I agree with Christopher Chabris and Daniel Simons that just because we vividly experience some aspects of our world, especially those that are the focus of our attention, that does not mean that we process all of the detailed information around us. “In essence, we know how vividly we see some aspects of our world, but we are completely unaware of those aspects of our world that fall outside of that current focus of attention. Our vivid visual experience masks a striking mental blindness – we assume that visually distinctive or unusual objects will draw our attention, but in reality they go completely unnoticed.”
Vast amounts of scientific research reveal these redundantly verifiable insights:
1. Because we have limited attention resources, we usually see only what we expect to see; more often than not, we fail to see what we do not expect to see.
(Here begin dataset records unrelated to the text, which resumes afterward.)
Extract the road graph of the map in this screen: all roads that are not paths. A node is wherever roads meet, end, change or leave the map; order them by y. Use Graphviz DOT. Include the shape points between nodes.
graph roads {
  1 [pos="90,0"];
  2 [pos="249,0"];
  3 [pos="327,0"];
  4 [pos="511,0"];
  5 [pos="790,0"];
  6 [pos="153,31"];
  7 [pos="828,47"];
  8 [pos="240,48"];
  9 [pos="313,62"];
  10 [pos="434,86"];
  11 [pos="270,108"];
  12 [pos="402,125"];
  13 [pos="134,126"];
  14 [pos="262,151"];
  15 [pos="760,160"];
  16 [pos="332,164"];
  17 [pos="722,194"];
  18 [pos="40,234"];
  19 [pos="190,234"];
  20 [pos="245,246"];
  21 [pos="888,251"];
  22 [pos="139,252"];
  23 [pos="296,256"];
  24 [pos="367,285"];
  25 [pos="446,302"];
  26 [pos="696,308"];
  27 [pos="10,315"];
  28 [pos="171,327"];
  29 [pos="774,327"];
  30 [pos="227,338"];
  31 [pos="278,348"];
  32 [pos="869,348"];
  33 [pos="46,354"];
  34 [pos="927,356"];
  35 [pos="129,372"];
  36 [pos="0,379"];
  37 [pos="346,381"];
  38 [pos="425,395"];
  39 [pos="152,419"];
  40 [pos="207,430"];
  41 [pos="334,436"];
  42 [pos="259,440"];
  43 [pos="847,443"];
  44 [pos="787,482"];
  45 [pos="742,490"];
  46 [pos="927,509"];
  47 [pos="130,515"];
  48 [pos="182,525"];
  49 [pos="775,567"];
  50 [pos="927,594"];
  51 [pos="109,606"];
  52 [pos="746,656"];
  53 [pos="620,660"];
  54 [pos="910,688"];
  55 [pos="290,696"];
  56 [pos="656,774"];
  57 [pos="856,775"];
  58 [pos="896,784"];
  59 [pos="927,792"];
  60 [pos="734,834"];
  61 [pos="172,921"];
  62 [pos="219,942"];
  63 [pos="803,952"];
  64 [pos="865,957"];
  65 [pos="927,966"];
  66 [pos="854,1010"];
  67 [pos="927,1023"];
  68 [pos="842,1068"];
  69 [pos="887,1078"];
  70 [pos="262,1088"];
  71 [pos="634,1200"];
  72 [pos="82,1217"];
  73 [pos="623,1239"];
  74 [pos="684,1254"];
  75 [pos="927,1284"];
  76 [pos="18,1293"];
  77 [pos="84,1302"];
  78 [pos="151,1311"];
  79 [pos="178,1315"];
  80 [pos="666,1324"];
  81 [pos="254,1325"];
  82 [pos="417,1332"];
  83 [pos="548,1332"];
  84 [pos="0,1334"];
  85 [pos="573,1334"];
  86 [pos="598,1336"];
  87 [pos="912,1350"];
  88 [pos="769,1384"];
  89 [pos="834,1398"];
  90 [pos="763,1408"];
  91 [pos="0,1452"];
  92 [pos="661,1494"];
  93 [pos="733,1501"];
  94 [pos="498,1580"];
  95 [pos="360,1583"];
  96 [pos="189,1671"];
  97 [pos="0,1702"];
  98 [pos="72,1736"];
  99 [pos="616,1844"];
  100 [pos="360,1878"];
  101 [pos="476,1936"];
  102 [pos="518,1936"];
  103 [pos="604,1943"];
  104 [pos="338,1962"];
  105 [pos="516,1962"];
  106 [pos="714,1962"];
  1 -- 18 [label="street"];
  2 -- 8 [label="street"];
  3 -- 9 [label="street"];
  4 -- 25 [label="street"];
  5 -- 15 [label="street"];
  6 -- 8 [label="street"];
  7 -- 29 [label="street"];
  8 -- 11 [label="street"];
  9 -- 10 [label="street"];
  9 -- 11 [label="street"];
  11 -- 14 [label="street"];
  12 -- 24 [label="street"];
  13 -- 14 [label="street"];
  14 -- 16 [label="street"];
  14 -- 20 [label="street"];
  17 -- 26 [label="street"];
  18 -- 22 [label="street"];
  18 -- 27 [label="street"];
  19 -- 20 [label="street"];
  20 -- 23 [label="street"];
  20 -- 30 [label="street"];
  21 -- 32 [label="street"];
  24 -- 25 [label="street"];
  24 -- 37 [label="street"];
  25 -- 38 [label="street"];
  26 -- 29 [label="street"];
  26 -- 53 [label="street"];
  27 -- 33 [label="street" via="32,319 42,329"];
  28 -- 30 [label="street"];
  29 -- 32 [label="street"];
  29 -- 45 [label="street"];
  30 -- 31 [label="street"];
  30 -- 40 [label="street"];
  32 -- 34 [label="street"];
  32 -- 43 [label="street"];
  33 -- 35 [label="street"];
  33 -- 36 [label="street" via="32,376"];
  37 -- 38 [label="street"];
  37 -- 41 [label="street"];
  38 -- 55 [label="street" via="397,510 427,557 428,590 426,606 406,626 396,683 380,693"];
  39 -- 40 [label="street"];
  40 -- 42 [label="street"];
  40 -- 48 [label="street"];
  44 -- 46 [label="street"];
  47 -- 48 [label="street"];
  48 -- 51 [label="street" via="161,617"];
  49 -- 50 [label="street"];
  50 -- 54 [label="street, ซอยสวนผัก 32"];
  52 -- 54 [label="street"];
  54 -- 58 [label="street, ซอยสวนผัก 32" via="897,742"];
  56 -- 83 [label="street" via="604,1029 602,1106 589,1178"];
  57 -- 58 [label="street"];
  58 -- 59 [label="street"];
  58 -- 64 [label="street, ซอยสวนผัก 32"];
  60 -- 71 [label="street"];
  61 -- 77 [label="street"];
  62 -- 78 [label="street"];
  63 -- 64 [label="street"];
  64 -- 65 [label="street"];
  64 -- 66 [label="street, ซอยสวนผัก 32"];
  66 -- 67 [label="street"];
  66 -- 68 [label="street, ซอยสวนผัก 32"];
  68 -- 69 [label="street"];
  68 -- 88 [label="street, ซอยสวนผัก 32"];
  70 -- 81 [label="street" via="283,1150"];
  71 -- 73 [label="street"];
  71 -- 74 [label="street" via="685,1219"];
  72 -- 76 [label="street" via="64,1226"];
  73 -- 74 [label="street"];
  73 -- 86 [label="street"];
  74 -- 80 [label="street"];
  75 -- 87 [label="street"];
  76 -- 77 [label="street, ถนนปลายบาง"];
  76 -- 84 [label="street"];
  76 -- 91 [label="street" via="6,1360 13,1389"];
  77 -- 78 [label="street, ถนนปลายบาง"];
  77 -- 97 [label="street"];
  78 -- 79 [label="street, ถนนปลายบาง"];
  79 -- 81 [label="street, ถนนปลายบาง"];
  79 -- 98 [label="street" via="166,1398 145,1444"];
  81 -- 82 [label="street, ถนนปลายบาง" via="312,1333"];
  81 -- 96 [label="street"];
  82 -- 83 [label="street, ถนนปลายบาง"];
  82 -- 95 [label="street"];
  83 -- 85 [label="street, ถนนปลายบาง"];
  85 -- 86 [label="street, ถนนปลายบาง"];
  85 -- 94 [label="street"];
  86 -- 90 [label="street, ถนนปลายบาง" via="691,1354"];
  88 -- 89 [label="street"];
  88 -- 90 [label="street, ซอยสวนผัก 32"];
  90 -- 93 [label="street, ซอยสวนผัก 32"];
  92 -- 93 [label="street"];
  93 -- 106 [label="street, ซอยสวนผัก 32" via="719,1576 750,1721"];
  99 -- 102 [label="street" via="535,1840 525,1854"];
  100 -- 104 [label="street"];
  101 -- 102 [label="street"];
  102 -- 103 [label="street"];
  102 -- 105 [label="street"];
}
2. “Our neurological circuits for vision and attention are built for pedestrian speeds, not for driving speeds.”
3. We often have an illusion of memory: “the disconnect between how we think memory works and how it actually works.” That is, we tend to remember only what we expect to remember.
4. We often have an illusion of confidence. This causes us to overestimate our abilities, especially in relation to others; also, we tend to assume that people who seem confident are, and those who seem to lack confidence lack it.
5. Many of us have the illusion of knowledge: we believe we have wider and deeper understanding than in fact we do. Therefore, poor decisions are often made because we do not know what we think we know.
6. The illusion of knowledge can also involve others: we assume so-called “experts” know more, understand more, can do more and can do it better, etc. We are reassured by their self-confidence, although it may well be unjustified.
7. The illusion of cause can affect us three ways: we perceive repeating patterns in randomness as predictive of future events; we assume that events that happen together have a causal relationship when in fact the reality is coincidence; and we tend to assume that events that happen earlier cause events that happened (or appear to have happened) later.
8. The “Mozart Effect” is an example of the illusion of potential: Expand the brain’s capabilities by listening to Mozart’s music. This presupposes that (a) there is undeveloped potential, perhaps as much as 90%, and (b) the music of Mozart (a genius) will achieve the greatest improvement. In fact, “The benefits of [physical] exercise [such as walking at a reasonable clip for 30 minutes or more a few times a week] are deeper than improvements in behavior and cognition.”
9. “Illusions result from mistaken judgments about our limitations, and it is these judgments that we must adjust.” Hence the importance of knowing the limits of our cognition so that we can redesign the “spaces” in which we function and thereby avoid the consequences of mistaken intuitions.
10. It is impossible to notice everything around us, much less process recognition of it, nor can we “readily dismiss our intuitive (and incorrect) beliefs about what captures our attention.” However, as indicated earlier, we can “proactively restructure our lives so that we are less likely to be misled by an illusion.”
However entertaining and instructive the film clip may be, this book is by no means an “easy read” and in fact should be re-read at least once if not more. In that event, Christopher Chabris and Daniel Simons will generously reward the careful reader. I conclude by presuming to offer three suggestions: First, as you begin to read The Invisible Gorilla, be receptive to unexpected insights that require you to change many of your assumptions about how you perceive, process, remember, and think about your visual world. Second, don’t assume that Chabris and Simons are “experts” simply because they have written this book and seem confident about what they affirm and what they challenge. Focus on sharpening your awareness and increasing your capacities to absorb and digest what you observe. Finally, once you have increased your understanding, do not fall victim to the illusion of knowledge. Continually challenge each of your assumptions. Your mind is, literally, a work in progress.